By , ,
Published December 23, 2015
President Obama was in his element on Wednesday: Shirt sleeves rolled up, lively and animated, clearly enjoying the youthful, largely sympathetic audience at Facebook’s Silicon Valley headquarters, and the theater-in-the-round setting that enabled him to kibitz with the company’s youthful founder and CEO, Marc Zuckerberg.
Indeed, it was in a humorous vein that the president made his case on the normally staid subject of debt reduction. The White House plan for tackling America’s looming debt crisis calls for $4 trillion in deficits to be eliminated over the next decade, in part by cutting spending but also through a tax hike. This would come in the form of allowing the Bush-era tax cuts for the nation’s top income bracket to expire at the end of 2012.
“Let’s take another trillion of that [money] that we raise through a reform in the tax system,” Obama said at Facebook headquarters, “that allows people like me -- and, frankly, you, Mark -- for paying a little more in taxes.” “I’m cool with that,” deadpanned Zuckerberg, whose fortune is estimated at close to $15 billion, as the audience laughed appreciatively. “I know you’re okay with that,” the president shot back.
It was another riff on the theme the president has made familiar since his “major address” on debt reduction at the George Washington University last week. In that speech, on April 13, Obama noted that the last decade has seen the average income of the top 1 percent of earners increase by $250,000.
“That’s who needs to pay less taxes?” the president then asked rhetorically. “I don’t need another tax cut. Warren Buffett doesn’t need another tax cut.”
The nation’s top income bracket – which is a very different group of people from the top 1 percent of earners – includes individuals who earn $200,000 or more per year, and families that make $250,000 or more per year. If the Bush-era tax cuts for this bracket were to expire, the top marginal taxation rate would rise to 39.6 percent from the current rate of 35 percent.
That top income bracket includes many taxpayers whose annual income, let alone their net wealth, will never begin to approach that of Buffett or Zuckerberg, or that of the president himself, whose family almost $2 million in income this year, and more than $5 million the year before.
Among them is Virginia resident Sam Misleh, a fifty-year-old restaurateur who owns three cafes in the commonwealth, along with Walker’s Grille, an eatery that opened its doors six weeks ago.
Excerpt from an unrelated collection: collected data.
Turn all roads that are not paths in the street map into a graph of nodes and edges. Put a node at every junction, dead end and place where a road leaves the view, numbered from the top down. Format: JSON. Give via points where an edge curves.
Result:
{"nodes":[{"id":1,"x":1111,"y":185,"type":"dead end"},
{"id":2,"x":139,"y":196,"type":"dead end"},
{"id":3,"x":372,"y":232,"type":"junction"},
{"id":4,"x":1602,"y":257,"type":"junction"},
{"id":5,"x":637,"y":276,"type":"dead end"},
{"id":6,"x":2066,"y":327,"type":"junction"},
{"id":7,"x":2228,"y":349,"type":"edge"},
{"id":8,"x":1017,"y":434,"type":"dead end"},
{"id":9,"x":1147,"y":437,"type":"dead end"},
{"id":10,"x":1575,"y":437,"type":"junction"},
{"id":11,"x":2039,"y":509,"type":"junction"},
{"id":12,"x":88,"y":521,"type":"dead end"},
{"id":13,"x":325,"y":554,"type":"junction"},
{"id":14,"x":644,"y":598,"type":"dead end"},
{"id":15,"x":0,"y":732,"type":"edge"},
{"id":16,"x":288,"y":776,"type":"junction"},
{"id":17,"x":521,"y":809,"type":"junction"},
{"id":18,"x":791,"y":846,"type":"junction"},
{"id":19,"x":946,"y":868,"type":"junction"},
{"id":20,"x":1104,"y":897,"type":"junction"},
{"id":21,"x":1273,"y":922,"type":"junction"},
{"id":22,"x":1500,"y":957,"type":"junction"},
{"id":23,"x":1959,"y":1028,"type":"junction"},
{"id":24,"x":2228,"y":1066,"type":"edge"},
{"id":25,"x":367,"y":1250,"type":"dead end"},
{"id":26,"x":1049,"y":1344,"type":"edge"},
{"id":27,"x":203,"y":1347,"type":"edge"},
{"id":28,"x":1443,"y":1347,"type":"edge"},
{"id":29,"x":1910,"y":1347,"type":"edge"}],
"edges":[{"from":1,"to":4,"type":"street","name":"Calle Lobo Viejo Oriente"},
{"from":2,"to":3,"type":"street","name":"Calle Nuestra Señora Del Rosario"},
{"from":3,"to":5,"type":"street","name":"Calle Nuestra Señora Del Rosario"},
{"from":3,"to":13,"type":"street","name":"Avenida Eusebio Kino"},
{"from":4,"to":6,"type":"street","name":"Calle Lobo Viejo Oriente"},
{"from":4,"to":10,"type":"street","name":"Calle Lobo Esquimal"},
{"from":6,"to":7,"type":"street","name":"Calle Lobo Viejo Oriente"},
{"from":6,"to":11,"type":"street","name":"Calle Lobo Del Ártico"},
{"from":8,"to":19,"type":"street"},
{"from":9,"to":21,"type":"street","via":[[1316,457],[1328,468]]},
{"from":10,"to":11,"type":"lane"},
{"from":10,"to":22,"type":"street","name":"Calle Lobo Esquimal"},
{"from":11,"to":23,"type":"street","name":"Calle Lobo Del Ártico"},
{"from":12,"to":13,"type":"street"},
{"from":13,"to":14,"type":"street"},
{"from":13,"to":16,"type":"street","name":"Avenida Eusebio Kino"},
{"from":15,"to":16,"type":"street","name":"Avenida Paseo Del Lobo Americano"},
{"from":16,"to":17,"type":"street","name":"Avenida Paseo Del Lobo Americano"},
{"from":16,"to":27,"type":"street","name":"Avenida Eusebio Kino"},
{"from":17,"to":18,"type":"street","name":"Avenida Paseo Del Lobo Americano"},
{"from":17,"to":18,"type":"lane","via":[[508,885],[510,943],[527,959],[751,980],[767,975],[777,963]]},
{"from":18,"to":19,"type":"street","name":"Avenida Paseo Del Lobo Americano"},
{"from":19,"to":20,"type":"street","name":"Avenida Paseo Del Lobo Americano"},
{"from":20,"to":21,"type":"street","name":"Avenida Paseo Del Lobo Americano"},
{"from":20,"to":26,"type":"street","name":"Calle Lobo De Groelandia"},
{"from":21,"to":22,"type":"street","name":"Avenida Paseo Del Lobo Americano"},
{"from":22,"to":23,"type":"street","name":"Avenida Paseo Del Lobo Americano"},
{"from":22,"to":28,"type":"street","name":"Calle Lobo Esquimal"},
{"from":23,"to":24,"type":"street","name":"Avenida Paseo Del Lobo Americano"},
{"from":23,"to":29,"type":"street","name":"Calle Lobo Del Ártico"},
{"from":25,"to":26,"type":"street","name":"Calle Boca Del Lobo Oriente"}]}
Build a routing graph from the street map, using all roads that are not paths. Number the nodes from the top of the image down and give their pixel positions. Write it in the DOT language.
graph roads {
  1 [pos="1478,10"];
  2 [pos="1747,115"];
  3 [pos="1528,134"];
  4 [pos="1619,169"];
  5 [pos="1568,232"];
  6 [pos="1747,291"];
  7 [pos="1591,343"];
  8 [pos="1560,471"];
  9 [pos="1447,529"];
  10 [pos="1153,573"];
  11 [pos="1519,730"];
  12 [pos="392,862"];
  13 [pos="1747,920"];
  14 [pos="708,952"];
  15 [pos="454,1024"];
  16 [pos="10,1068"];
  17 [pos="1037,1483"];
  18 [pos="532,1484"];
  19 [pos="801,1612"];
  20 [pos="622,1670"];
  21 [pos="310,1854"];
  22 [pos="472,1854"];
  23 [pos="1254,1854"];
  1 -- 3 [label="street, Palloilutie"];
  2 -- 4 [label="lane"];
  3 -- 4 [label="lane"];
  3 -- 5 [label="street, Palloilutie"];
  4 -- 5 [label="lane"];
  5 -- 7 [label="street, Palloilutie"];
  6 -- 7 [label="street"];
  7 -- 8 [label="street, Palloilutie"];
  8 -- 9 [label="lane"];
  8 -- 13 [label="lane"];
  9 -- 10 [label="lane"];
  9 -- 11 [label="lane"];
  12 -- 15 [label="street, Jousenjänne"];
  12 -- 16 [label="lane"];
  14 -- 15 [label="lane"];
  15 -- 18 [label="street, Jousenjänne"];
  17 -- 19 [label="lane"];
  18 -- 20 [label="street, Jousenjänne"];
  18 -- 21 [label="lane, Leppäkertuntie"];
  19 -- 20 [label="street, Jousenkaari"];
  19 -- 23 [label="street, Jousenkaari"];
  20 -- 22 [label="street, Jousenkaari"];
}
Between the four establishments, Misleh employs close to eighty people at any given time. In a good year, the annual income of Misleh, who files taxes jointly with his wife, will reach, or perhaps slightly exceed, an income of $250,000.
This is enough to place Misleh in the top income bracket, but he bristles at the notion that he belongs in the same category as “millionaires and billionaires” – the very group the president chides congressional Republicans for protecting when they say they oppose raising the top marginal rate.
“I mean, $250,000 – they're gonna spend that in a night!” he said in an interview this week. “You know, $250,000 means a lot to us because, I mean, that's what we're trying to live off of and trying to make work.”
Although his family has been in the restaurant business in one way or another since 1972, when Misleh’s father opened a small pizzeria, he described Walker’s Grille as his “big gamble,” and expressed anxiety about meeting his operating expenses.
“This is my going to Las Vegas,” he told Fox News. “It's so hard to get a loan from a bank nowadays, you have to almost fund everything yourself. That's the biggest problem. The biggest hurdle is trying to get money to open and operate an establishment. So far, we're hanging in there and doing it…Staffing is not a problem but making payroll, paying the bills, you know – that's on a monthly basis and you have to do that….We're still paying our bills, you know, they're getting paid somehow. But it's just not as rosy out there as everybody thinks it is.”
In an interview with a Denver TV reporter on Monday, President Obama asserted that only 2 percent of small business owners makes more than $250,000 annually. Asked where that statistic came from, the White House responded with a link to a study by Brookings Institution economist William Gale.
But a prominent trade group disputed Gale’s methodology.
“We think it’s higher [than 2 percent],” said Bill Rys of the National Federation of Independent Business. “What [Gale] did was look at IRS data. What we did at the NFIB is we went out and we asked small business owners. We talked directly to the source. We found that the overall number was higher….And some research we did at the NFIB found that businesses between twenty and 250 employees are the ones most likely to be hit with that tax increase.”
For the proud proprietor of Walker’s Grille, however, such disputes would be entirely academic, if they did not cut so close to the bone. “The tax rates are what they are and they should probably stay there,” Misleh told Fox News. “No raising. Just keep them the same.”